TASK DIRECTIONS:
Your reply should consist solely of the number of lines in the data that contain "graph".

DATA PROVIDED:
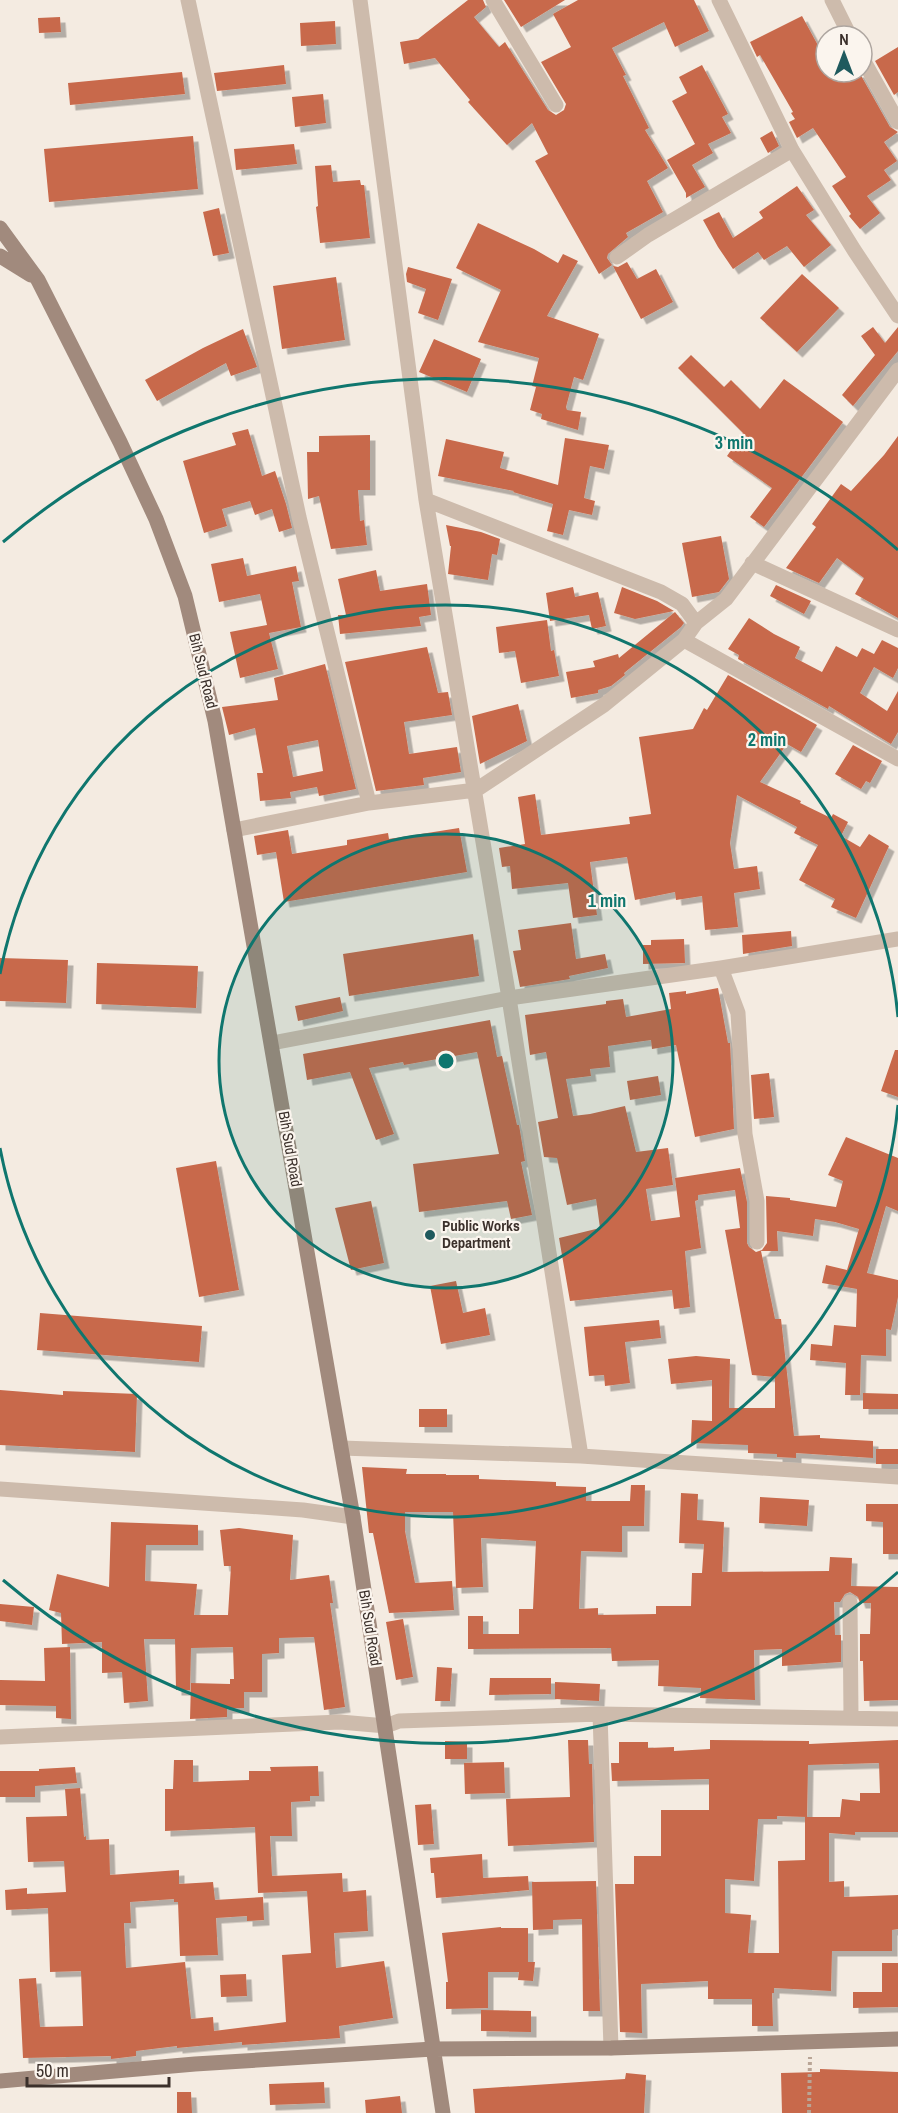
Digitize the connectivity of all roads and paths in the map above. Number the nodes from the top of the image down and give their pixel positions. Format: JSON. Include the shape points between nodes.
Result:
{"nodes":[{"id":1,"x":188,"y":0,"type":"edge"},
{"id":2,"x":360,"y":0,"type":"edge"},
{"id":3,"x":493,"y":0,"type":"edge"},
{"id":4,"x":719,"y":0,"type":"edge"},
{"id":5,"x":832,"y":0,"type":"edge"},
{"id":6,"x":844,"y":24,"type":"edge"},
{"id":7,"x":874,"y":79,"type":"edge"},
{"id":8,"x":556,"y":105,"type":"dead end"},
{"id":9,"x":898,"y":122,"type":"edge"},
{"id":10,"x":792,"y":150,"type":"junction"},
{"id":11,"x":0,"y":228,"type":"edge"},
{"id":12,"x":0,"y":256,"type":"edge"},
{"id":13,"x":617,"y":257,"type":"dead end"},
{"id":14,"x":38,"y":280,"type":"junction"},
{"id":15,"x":898,"y":316,"type":"edge"},
{"id":16,"x":898,"y":370,"type":"edge"},
{"id":17,"x":426,"y":500,"type":"junction"},
{"id":18,"x":752,"y":564,"type":"junction"},
{"id":19,"x":696,"y":623,"type":"junction"},
{"id":20,"x":898,"y":630,"type":"edge"},
{"id":21,"x":684,"y":640,"type":"junction"},
{"id":22,"x":898,"y":759,"type":"edge"},
{"id":23,"x":476,"y":790,"type":"junction"},
{"id":24,"x":369,"y":803,"type":"junction"},
{"id":25,"x":234,"y":830,"type":"junction"},
{"id":26,"x":898,"y":939,"type":"edge"},
{"id":27,"x":721,"y":968,"type":"junction"},
{"id":28,"x":510,"y":998,"type":"junction"},
{"id":29,"x":272,"y":1043,"type":"junction"},
{"id":30,"x":757,"y":1242,"type":"dead end"},
{"id":31,"x":341,"y":1448,"type":"junction"},
{"id":32,"x":581,"y":1456,"type":"junction"},
{"id":33,"x":898,"y":1477,"type":"edge"},
{"id":34,"x":0,"y":1490,"type":"edge"},
{"id":35,"x":353,"y":1517,"type":"junction"},
{"id":36,"x":850,"y":1602,"type":"dead end"},
{"id":37,"x":600,"y":1714,"type":"junction"},
{"id":38,"x":851,"y":1717,"type":"junction"},
{"id":39,"x":898,"y":1719,"type":"edge"},
{"id":40,"x":386,"y":1726,"type":"junction"},
{"id":41,"x":0,"y":1737,"type":"edge"},
{"id":42,"x":898,"y":2039,"type":"edge"},
{"id":43,"x":811,"y":2043,"type":"junction"},
{"id":44,"x":611,"y":2048,"type":"junction"},
{"id":45,"x":433,"y":2049,"type":"junction"},
{"id":46,"x":0,"y":2081,"type":"edge"},
{"id":47,"x":443,"y":2113,"type":"edge"},
{"id":48,"x":809,"y":2113,"type":"edge"}],
"edges":[{"from":1,"to":24,"type":"street","via":[[299,518]]},
{"from":2,"to":17,"type":"street"},
{"from":3,"to":8,"type":"street"},
{"from":4,"to":10,"type":"street"},
{"from":5,"to":6,"type":"street"},
{"from":7,"to":9,"type":"street"},
{"from":10,"to":13,"type":"street"},
{"from":10,"to":15,"type":"street"},
{"from":11,"to":14,"type":"main road","name":"Bih Sud Road"},
{"from":12,"to":14,"type":"main road"},
{"from":14,"to":25,"type":"main road","name":"Bih Sud Road","via":[[156,519],[185,596],[215,721]]},
{"from":16,"to":18,"type":"street"},
{"from":17,"to":19,"type":"street","via":[[661,592],[682,604]]},
{"from":17,"to":23,"type":"street"},
{"from":18,"to":19,"type":"street","via":[[726,599]]},
{"from":18,"to":20,"type":"street"},
{"from":19,"to":21,"type":"street"},
{"from":21,"to":22,"type":"street"},
{"from":21,"to":23,"type":"street","via":[[604,705]]},
{"from":23,"to":24,"type":"street"},
{"from":23,"to":28,"type":"street"},
{"from":24,"to":25,"type":"street"},
{"from":25,"to":29,"type":"main road","name":"Bih Sud Road"},
{"from":26,"to":27,"type":"street"},
{"from":27,"to":28,"type":"street"},
{"from":27,"to":30,"type":"street","via":[[738,1013],[745,1134],[758,1201]]},
{"from":28,"to":29,"type":"street"},
{"from":28,"to":32,"type":"street"},
{"from":29,"to":31,"type":"main road","name":"Bih Sud Road"},
{"from":31,"to":32,"type":"street"},
{"from":31,"to":35,"type":"main road","name":"Bih Sud Road"},
{"from":32,"to":33,"type":"street"},
{"from":34,"to":35,"type":"street","via":[[303,1510]]},
{"from":35,"to":40,"type":"main road","name":"Bih Sud Road"},
{"from":36,"to":38,"type":"street"},
{"from":37,"to":38,"type":"street"},
{"from":37,"to":40,"type":"street","via":[[399,1720]]},
{"from":37,"to":44,"type":"street"},
{"from":38,"to":39,"type":"street"},
{"from":40,"to":41,"type":"street","via":[[340,1722]]},
{"from":40,"to":45,"type":"main road","name":"Bih Sud Road"},
{"from":42,"to":43,"type":"main road"},
{"from":43,"to":44,"type":"main road"},
{"from":43,"to":48,"type":"path"},
{"from":44,"to":45,"type":"main road"},
{"from":45,"to":46,"type":"main road"},
{"from":45,"to":47,"type":"main road","name":"Bih Sud Road"}]}
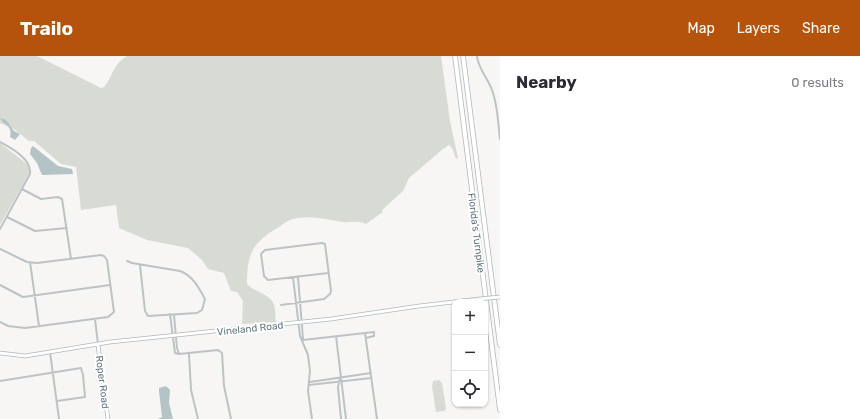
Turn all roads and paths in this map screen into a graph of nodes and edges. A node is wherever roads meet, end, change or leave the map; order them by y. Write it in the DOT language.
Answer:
graph roads {
  1 [pos="455,56"];
  2 [pos="463,56"];
  3 [pos="477,56"];
  4 [pos="496,103"];
  5 [pos="500,103"];
  6 [pos="500,139"];
  7 [pos="0,142"];
  8 [pos="22,189"];
  9 [pos="7,217"];
  10 [pos="67,228"];
  11 [pos="0,229"];
  12 [pos="0,249"];
  13 [pos="70,259"];
  14 [pos="127,261"];
  15 [pos="30,262"];
  16 [pos="140,265"];
  17 [pos="328,273"];
  18 [pos="293,277"];
  19 [pos="298,277"];
  20 [pos="0,285"];
  21 [pos="110,285"];
  22 [pos="35,295"];
  23 [pos="500,297"];
  24 [pos="301,302"];
  25 [pos="296,303"];
  26 [pos="281,305"];
  27 [pos="298,310"];
  28 [pos="301,310"];
  29 [pos="170,314"];
  30 [pos="174,315"];
  31 [pos="95,319"];
  32 [pos="0,322"];
  33 [pos="301,322"];
  34 [pos="39,327"];
  35 [pos="365,332"];
  36 [pos="300,333"];
  37 [pos="304,333"];
  38 [pos="174,335"];
  39 [pos="336,336"];
  40 [pos="366,338"];
  41 [pos="303,340"];
  42 [pos="98,345"];
  43 [pos="500,345"];
  44 [pos="50,352"];
  45 [pos="0,353"];
  46 [pos="189,354"];
  47 [pos="52,372"];
  48 [pos="371,374"];
  49 [pos="340,378"];
  50 [pos="371,378"];
  51 [pos="0,381"];
  52 [pos="342,381"];
  53 [pos="310,382"];
  54 [pos="339,382"];
  55 [pos="309,385"];
  56 [pos="57,401"];
  57 [pos="500,410"];
  58 [pos="59,419"];
  59 [pos="108,419"];
  60 [pos="198,419"];
  61 [pos="231,419"];
  62 [pos="312,419"];
  63 [pos="341,419"];
  64 [pos="346,419"];
  65 [pos="377,419"];
  1 -- 57 [label="highway, Florida's Turnpike"];
  2 -- 43 [label="highway, Florida's Turnpike"];
  3 -- 4 [label="street"];
  4 -- 5 [label="street"];
  4 -- 6 [label="street"];
  7 -- 8 [label="street"];
  8 -- 9 [label="street"];
  8 -- 10 [label="street"];
  9 -- 10 [label="street"];
  9 -- 11 [label="street"];
  10 -- 13 [label="street"];
  12 -- 15 [label="street"];
  13 -- 15 [label="street"];
  13 -- 21 [label="street"];
  14 -- 16 [label="street"];
  15 -- 22 [label="street"];
  16 -- 29 [label="street"];
  16 -- 30 [label="street"];
  17 -- 18 [label="street"];
  17 -- 19 [label="street"];
  17 -- 24 [label="street"];
  18 -- 19 [label="street"];
  18 -- 25 [label="street"];
  19 -- 24 [label="street"];
  20 -- 22 [label="street"];
  21 -- 22 [label="street"];
  21 -- 31 [label="street"];
  22 -- 34 [label="street"];
  23 -- 33 [label="main road, Vineland Road, bridge"];
  24 -- 25 [label="street"];
  24 -- 28 [label="street"];
  25 -- 26 [label="street"];
  25 -- 27 [label="street"];
  27 -- 28 [label="street"];
  27 -- 33 [label="street"];
  28 -- 33 [label="street"];
  29 -- 30 [label="street"];
  29 -- 38 [label="street"];
  30 -- 38 [label="street"];
  31 -- 34 [label="street"];
  31 -- 42 [label="street"];
  32 -- 34 [label="street"];
  33 -- 36 [label="street"];
  33 -- 37 [label="street"];
  33 -- 38 [label="main road, Vineland Road"];
  35 -- 39 [label="street"];
  35 -- 40 [label="street"];
  35 -- 40 [label="street"];
  36 -- 37 [label="street"];
  36 -- 41 [label="street"];
  37 -- 41 [label="street"];
  38 -- 42 [label="main road, Vineland Road"];
  38 -- 46 [label="street"];
  39 -- 41 [label="street"];
  39 -- 49 [label="street"];
  40 -- 48 [label="street"];
  41 -- 53 [label="street"];
  42 -- 44 [label="main road, Vineland Road"];
  42 -- 59 [label="main road, Roper Road"];
  44 -- 45 [label="main road, Vineland Road"];
  44 -- 47 [label="street"];
  46 -- 60 [label="street"];
  46 -- 61 [label="street"];
  47 -- 51 [label="street"];
  47 -- 56 [label="street"];
  47 -- 56 [label="street"];
  48 -- 49 [label="street"];
  48 -- 50 [label="street"];
  49 -- 52 [label="street"];
  49 -- 53 [label="street"];
  49 -- 54 [label="street"];
  50 -- 52 [label="street"];
  50 -- 65 [label="street"];
  52 -- 54 [label="street"];
  52 -- 64 [label="street"];
  53 -- 55 [label="street"];
  54 -- 55 [label="street"];
  54 -- 63 [label="street"];
  55 -- 62 [label="street"];
  56 -- 58 [label="street"];
}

EXERCISE OUTPUT:
2